A preclinical perspective on the enhanced vulnerability to Alzheimer's disease after early-life stress

Abstract

Stress experienced early in life (ES), in the form of childhood maltreatment, maternal neglect or trauma, enhances the risk for cognitive decline in later life. Several epidemiological studies have now shown that environmental and adult life style factors influence AD incidence or age-of-onset and early-life environmental conditions have attracted attention in this respect. There is now emerging interest in understanding whether ES impacts the risk to develop age-related neurodegenerative disorders, and their severity, such as in Alzheimer's disease (AD), which is characterized by cognitive decline and extensive (hippocampal) neuropathology.
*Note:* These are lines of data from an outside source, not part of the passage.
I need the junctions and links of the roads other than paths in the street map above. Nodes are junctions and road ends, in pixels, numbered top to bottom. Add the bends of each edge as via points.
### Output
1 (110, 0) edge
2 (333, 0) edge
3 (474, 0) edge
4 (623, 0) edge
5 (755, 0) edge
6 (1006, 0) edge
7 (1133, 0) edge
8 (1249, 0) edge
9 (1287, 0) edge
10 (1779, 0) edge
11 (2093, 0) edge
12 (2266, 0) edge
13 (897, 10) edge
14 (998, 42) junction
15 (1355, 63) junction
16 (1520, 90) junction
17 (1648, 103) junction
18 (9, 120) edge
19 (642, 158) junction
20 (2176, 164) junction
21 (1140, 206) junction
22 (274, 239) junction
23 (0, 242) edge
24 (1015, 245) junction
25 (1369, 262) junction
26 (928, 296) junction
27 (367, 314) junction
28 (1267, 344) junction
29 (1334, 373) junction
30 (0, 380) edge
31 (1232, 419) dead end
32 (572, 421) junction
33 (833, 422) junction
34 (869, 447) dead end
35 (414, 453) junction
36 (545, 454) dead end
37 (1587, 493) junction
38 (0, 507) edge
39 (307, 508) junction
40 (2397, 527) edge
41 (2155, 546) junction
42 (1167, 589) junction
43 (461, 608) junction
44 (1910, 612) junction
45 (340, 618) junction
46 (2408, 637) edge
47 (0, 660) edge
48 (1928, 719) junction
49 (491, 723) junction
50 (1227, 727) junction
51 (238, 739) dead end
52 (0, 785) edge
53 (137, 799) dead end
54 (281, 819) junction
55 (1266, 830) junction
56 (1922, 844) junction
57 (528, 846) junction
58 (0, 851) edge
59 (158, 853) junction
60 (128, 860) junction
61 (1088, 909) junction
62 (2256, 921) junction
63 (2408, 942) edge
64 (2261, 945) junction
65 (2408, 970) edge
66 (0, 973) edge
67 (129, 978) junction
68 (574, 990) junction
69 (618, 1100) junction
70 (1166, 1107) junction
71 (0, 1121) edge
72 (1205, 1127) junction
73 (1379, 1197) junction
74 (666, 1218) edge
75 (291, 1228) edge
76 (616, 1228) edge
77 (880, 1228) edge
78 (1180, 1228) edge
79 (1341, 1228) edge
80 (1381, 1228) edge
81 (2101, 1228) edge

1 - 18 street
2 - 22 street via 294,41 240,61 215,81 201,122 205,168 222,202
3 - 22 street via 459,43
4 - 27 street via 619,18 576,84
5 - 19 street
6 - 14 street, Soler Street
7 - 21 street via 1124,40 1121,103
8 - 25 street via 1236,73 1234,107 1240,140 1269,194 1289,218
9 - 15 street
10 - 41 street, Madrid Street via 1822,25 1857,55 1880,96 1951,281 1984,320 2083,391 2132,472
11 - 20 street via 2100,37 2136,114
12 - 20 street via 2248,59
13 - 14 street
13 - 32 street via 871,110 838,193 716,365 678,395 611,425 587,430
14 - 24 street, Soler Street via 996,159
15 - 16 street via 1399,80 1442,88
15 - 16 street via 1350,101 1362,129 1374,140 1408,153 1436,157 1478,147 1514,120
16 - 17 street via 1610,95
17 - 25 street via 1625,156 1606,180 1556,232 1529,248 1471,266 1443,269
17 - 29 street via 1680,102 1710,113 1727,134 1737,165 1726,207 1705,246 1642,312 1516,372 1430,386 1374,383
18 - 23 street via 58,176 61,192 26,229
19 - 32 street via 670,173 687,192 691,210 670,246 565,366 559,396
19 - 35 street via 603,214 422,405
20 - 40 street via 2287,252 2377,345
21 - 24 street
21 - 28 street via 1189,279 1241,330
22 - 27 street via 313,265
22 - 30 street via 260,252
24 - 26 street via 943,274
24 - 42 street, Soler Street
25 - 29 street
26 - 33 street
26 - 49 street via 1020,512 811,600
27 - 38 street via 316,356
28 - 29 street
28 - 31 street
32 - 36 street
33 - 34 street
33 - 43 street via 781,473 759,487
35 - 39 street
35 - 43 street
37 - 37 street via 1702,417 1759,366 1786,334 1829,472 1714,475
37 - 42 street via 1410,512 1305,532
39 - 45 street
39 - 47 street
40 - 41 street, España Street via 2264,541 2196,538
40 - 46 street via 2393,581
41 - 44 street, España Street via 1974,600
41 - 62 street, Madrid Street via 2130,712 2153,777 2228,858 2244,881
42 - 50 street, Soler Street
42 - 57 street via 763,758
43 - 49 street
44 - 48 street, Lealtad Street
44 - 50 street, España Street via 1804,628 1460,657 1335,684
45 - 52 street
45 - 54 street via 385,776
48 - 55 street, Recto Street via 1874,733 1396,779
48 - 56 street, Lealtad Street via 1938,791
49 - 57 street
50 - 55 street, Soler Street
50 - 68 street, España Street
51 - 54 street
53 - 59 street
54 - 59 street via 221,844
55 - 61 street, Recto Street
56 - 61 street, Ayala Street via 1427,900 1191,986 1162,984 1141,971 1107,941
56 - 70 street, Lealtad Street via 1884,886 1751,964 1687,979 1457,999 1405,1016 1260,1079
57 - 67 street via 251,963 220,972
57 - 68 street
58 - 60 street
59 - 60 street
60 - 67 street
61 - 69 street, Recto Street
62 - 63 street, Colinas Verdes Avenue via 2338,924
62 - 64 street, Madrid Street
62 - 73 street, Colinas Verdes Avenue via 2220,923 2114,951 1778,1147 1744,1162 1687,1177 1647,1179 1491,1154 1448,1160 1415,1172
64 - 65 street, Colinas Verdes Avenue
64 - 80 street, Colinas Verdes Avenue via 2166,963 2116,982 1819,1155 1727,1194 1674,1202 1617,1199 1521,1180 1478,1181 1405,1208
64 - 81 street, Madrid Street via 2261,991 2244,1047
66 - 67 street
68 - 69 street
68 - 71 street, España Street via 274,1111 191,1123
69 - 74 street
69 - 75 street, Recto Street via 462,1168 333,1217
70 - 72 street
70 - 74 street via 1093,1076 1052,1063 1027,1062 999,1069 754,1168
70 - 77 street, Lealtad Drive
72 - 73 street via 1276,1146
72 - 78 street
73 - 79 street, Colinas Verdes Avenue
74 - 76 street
While this might be relevant for the identification of individuals at risk and preventive strategies, this topic and its possible underlying mechanisms have been poorly studied to date. In this review, we discuss the role of ES in modulating AD risk and progression, primarily from a preclinical perspective. We focus on the possible involvement of stress-related, neuro-inflammatory and metabolic factors in mediating ES-induced effects on later neuropathology and the associated impairments in neuroplasticity. The available studies suggest that the age of onset and progression of AD-related neuropathology and cognitive decline can be affected by ES, and may aggravate the progression of AD neuropathology. These relevant changes in AD pathology after ES exposure in animal models call for future clinical studies to elucidate whether stress exposure during the early-life period in humans modulates later vulnerability for AD.

Fig. 1

Proposed model of how exposure to early-life stress could modify Alzheimer's disease vulnerability. Early-life stress (ES) alters, either directly or through an enhanced sensitivity to later-life stress effects, neuroinflammatory, stress and metabolic regulation. Several potential candidate factors involved in such regulation have this far been identified to alter AD-related amyloid and tau pathological hallmarks and may therewith reduce neuroplasticity. These 3 systems can additionally impact neuroplasticity, irrespective of the development of AD neuropathology. Ultimately, the reduced neuroplasticity during this period may result in a lower cognitive reserve and finally in an earlier and possible more aggressive cognitive decline. These closely interrelated events may altogether determine AD vulnerability after exposure to stress in early-life.